* **Exercise**
Transcribe every line of the entries exactly.

* **Data under study**
= = = = = = =
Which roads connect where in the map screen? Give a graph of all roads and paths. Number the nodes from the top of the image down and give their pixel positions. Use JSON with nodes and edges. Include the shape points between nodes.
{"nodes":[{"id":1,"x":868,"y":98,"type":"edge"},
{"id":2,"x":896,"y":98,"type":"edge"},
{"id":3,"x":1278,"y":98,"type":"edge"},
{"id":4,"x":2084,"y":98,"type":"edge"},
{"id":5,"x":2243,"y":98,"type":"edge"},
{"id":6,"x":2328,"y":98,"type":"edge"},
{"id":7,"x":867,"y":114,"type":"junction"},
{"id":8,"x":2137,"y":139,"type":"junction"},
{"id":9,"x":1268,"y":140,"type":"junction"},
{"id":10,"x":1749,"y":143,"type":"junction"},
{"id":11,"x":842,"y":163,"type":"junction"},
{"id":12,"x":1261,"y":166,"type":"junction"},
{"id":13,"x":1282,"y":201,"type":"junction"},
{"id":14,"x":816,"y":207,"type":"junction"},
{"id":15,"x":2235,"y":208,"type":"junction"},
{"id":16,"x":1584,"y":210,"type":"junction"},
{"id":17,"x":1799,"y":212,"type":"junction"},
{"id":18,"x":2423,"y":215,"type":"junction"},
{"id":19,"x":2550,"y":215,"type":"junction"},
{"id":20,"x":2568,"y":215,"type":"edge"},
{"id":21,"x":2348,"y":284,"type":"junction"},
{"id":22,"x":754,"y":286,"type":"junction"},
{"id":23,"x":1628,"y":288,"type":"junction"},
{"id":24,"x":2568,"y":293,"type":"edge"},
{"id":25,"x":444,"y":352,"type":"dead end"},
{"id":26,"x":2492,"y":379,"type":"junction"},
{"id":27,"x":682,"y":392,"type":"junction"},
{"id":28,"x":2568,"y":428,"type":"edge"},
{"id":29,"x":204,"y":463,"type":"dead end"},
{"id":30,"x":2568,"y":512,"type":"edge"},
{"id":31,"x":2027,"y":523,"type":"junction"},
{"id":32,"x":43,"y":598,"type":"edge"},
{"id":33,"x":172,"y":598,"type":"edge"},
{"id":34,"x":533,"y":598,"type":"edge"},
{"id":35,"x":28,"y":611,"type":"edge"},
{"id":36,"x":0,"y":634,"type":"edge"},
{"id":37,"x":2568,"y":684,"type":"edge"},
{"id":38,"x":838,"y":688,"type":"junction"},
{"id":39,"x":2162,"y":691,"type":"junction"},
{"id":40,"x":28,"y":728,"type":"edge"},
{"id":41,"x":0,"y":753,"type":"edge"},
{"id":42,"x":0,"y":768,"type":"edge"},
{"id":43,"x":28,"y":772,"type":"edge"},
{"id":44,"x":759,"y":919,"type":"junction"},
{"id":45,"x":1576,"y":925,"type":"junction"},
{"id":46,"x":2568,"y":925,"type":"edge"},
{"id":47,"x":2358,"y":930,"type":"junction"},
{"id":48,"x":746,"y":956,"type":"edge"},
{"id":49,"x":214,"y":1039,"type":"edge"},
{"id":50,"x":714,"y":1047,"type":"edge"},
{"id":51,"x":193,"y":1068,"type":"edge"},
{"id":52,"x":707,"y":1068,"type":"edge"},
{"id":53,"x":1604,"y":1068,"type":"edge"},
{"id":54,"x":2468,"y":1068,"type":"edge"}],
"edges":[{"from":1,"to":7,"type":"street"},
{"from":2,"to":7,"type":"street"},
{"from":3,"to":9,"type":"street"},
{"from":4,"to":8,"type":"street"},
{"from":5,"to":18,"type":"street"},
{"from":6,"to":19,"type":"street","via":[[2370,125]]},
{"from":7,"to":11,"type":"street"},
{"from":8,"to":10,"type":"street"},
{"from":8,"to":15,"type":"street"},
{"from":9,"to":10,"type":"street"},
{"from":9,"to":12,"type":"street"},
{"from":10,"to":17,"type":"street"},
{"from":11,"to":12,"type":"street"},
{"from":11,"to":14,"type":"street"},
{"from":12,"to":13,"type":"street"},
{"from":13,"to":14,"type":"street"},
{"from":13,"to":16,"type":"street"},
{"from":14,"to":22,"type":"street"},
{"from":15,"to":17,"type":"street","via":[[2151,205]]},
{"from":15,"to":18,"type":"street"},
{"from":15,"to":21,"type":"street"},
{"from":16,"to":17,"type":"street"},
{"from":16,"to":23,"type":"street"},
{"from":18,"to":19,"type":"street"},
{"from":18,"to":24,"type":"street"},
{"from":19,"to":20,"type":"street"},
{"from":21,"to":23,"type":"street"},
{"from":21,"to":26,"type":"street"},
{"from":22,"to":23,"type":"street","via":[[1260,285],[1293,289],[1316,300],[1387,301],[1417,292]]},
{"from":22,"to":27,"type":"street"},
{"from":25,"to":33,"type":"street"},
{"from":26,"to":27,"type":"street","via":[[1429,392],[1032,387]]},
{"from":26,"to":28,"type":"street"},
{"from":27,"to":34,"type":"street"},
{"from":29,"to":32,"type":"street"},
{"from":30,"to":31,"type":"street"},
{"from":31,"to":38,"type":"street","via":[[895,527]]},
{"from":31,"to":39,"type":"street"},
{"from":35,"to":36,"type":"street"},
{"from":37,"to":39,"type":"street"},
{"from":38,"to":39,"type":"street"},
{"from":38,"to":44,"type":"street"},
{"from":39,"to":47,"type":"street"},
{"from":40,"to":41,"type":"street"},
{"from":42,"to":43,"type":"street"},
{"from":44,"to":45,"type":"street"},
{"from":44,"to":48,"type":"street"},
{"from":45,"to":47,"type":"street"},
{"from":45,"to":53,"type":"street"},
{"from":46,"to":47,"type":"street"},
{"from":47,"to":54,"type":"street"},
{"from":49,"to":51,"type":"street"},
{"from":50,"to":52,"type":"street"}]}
= = = = = = =
* **Result**
Which roads connect where in the map screen? Give a graph of all roads and paths. Number the nodes from the top of the image down and give their pixel positions. Use JSON with nodes and edges. Include the shape points between nodes.
{"nodes":[{"id":1,"x":868,"y":98,"type":"edge"},
{"id":2,"x":896,"y":98,"type":"edge"},
{"id":3,"x":1278,"y":98,"type":"edge"},
{"id":4,"x":2084,"y":98,"type":"edge"},
{"id":5,"x":2243,"y":98,"type":"edge"},
{"id":6,"x":2328,"y":98,"type":"edge"},
{"id":7,"x":867,"y":114,"type":"junction"},
{"id":8,"x":2137,"y":139,"type":"junction"},
{"id":9,"x":1268,"y":140,"type":"junction"},
{"id":10,"x":1749,"y":143,"type":"junction"},
{"id":11,"x":842,"y":163,"type":"junction"},
{"id":12,"x":1261,"y":166,"type":"junction"},
{"id":13,"x":1282,"y":201,"type":"junction"},
{"id":14,"x":816,"y":207,"type":"junction"},
{"id":15,"x":2235,"y":208,"type":"junction"},
{"id":16,"x":1584,"y":210,"type":"junction"},
{"id":17,"x":1799,"y":212,"type":"junction"},
{"id":18,"x":2423,"y":215,"type":"junction"},
{"id":19,"x":2550,"y":215,"type":"junction"},
{"id":20,"x":2568,"y":215,"type":"edge"},
{"id":21,"x":2348,"y":284,"type":"junction"},
{"id":22,"x":754,"y":286,"type":"junction"},
{"id":23,"x":1628,"y":288,"type":"junction"},
{"id":24,"x":2568,"y":293,"type":"edge"},
{"id":25,"x":444,"y":352,"type":"dead end"},
{"id":26,"x":2492,"y":379,"type":"junction"},
{"id":27,"x":682,"y":392,"type":"junction"},
{"id":28,"x":2568,"y":428,"type":"edge"},
{"id":29,"x":204,"y":463,"type":"dead end"},
{"id":30,"x":2568,"y":512,"type":"edge"},
{"id":31,"x":2027,"y":523,"type":"junction"},
{"id":32,"x":43,"y":598,"type":"edge"},
{"id":33,"x":172,"y":598,"type":"edge"},
{"id":34,"x":533,"y":598,"type":"edge"},
{"id":35,"x":28,"y":611,"type":"edge"},
{"id":36,"x":0,"y":634,"type":"edge"},
{"id":37,"x":2568,"y":684,"type":"edge"},
{"id":38,"x":838,"y":688,"type":"junction"},
{"id":39,"x":2162,"y":691,"type":"junction"},
{"id":40,"x":28,"y":728,"type":"edge"},
{"id":41,"x":0,"y":753,"type":"edge"},
{"id":42,"x":0,"y":768,"type":"edge"},
{"id":43,"x":28,"y":772,"type":"edge"},
{"id":44,"x":759,"y":919,"type":"junction"},
{"id":45,"x":1576,"y":925,"type":"junction"},
{"id":46,"x":2568,"y":925,"type":"edge"},
{"id":47,"x":2358,"y":930,"type":"junction"},
{"id":48,"x":746,"y":956,"type":"edge"},
{"id":49,"x":214,"y":1039,"type":"edge"},
{"id":50,"x":714,"y":1047,"type":"edge"},
{"id":51,"x":193,"y":1068,"type":"edge"},
{"id":52,"x":707,"y":1068,"type":"edge"},
{"id":53,"x":1604,"y":1068,"type":"edge"},
{"id":54,"x":2468,"y":1068,"type":"edge"}],
"edges":[{"from":1,"to":7,"type":"street"},
{"from":2,"to":7,"type":"street"},
{"from":3,"to":9,"type":"street"},
{"from":4,"to":8,"type":"street"},
{"from":5,"to":18,"type":"street"},
{"from":6,"to":19,"type":"street","via":[[2370,125]]},
{"from":7,"to":11,"type":"street"},
{"from":8,"to":10,"type":"street"},
{"from":8,"to":15,"type":"street"},
{"from":9,"to":10,"type":"street"},
{"from":9,"to":12,"type":"street"},
{"from":10,"to":17,"type":"street"},
{"from":11,"to":12,"type":"street"},
{"from":11,"to":14,"type":"street"},
{"from":12,"to":13,"type":"street"},
{"from":13,"to":14,"type":"street"},
{"from":13,"to":16,"type":"street"},
{"from":14,"to":22,"type":"street"},
{"from":15,"to":17,"type":"street","via":[[2151,205]]},
{"from":15,"to":18,"type":"street"},
{"from":15,"to":21,"type":"street"},
{"from":16,"to":17,"type":"street"},
{"from":16,"to":23,"type":"street"},
{"from":18,"to":19,"type":"street"},
{"from":18,"to":24,"type":"street"},
{"from":19,"to":20,"type":"street"},
{"from":21,"to":23,"type":"street"},
{"from":21,"to":26,"type":"street"},
{"from":22,"to":23,"type":"street","via":[[1260,285],[1293,289],[1316,300],[1387,301],[1417,292]]},
{"from":22,"to":27,"type":"street"},
{"from":25,"to":33,"type":"street"},
{"from":26,"to":27,"type":"street","via":[[1429,392],[1032,387]]},
{"from":26,"to":28,"type":"street"},
{"from":27,"to":34,"type":"street"},
{"from":29,"to":32,"type":"street"},
{"from":30,"to":31,"type":"street"},
{"from":31,"to":38,"type":"street","via":[[895,527]]},
{"from":31,"to":39,"type":"street"},
{"from":35,"to":36,"type":"street"},
{"from":37,"to":39,"type":"street"},
{"from":38,"to":39,"type":"street"},
{"from":38,"to":44,"type":"street"},
{"from":39,"to":47,"type":"street"},
{"from":40,"to":41,"type":"street"},
{"from":42,"to":43,"type":"street"},
{"from":44,"to":45,"type":"street"},
{"from":44,"to":48,"type":"street"},
{"from":45,"to":47,"type":"street"},
{"from":45,"to":53,"type":"street"},
{"from":46,"to":47,"type":"street"},
{"from":47,"to":54,"type":"street"},
{"from":49,"to":51,"type":"street"},
{"from":50,"to":52,"type":"street"}]}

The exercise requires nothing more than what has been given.